**Task to complete:**
Give every entry again, unchanged, and leave its images out.

**Entries provided:**
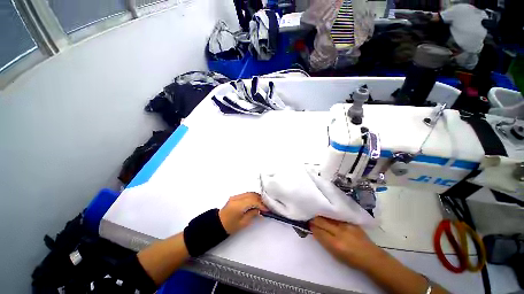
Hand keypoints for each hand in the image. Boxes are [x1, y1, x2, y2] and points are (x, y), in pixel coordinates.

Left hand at [219, 192, 267, 234]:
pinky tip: (255, 201)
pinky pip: (246, 194)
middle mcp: (237, 198)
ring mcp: (236, 196)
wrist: (218, 223)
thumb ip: (252, 214)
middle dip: (260, 199)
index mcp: (238, 205)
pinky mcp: (235, 196)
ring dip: (257, 197)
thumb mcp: (243, 223)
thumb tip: (259, 209)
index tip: (267, 209)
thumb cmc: (230, 226)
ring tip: (262, 204)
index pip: (253, 201)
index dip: (261, 204)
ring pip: (249, 193)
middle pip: (252, 195)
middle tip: (266, 205)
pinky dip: (252, 197)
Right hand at [310, 216, 386, 270]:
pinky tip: (328, 217)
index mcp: (335, 244)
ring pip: (328, 217)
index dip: (312, 227)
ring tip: (318, 217)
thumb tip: (315, 231)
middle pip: (321, 221)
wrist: (371, 257)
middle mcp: (339, 232)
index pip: (318, 231)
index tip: (309, 224)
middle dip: (314, 220)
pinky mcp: (350, 222)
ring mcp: (346, 225)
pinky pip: (336, 216)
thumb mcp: (335, 255)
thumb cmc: (352, 260)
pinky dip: (330, 217)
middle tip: (311, 219)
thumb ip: (324, 242)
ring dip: (321, 217)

**Reply to the task:**
Hand keypoints for each hand in the image. Boxes are [x1, y1, x2, y2] and points are (x, y), in pixel coordinates.

Left hand at [219, 192, 267, 234]:
pinky tip: (255, 201)
pinky pip: (246, 194)
middle mcp: (237, 198)
ring mcp: (236, 196)
wrist: (218, 223)
thumb ip: (252, 214)
middle dip: (260, 199)
index mcp: (238, 205)
pinky mcp: (235, 196)
ring dip: (257, 197)
thumb mcp: (243, 223)
thumb tip: (259, 209)
index tip: (267, 209)
thumb cmc: (230, 226)
ring tip: (262, 204)
index pip: (253, 201)
index dip: (261, 204)
ring pip: (249, 193)
middle pip: (252, 195)
middle tip: (266, 205)
pinky dip: (252, 197)
Right hand at [310, 216, 386, 270]:
pinky tip: (328, 217)
index mcp: (335, 244)
ring pip: (328, 217)
index dip: (312, 227)
ring tip: (318, 217)
thumb tip: (315, 231)
middle pip: (321, 221)
wrist: (371, 257)
middle mcp: (339, 232)
index pip: (318, 231)
index tip: (309, 224)
middle dip: (314, 220)
pinky mcp: (350, 222)
ring mcp: (346, 225)
pinky pip: (336, 216)
thumb mcp: (335, 255)
thumb cmc: (352, 260)
pinky dip: (330, 217)
middle tip: (311, 219)
thumb ip: (324, 242)
ring dip: (321, 217)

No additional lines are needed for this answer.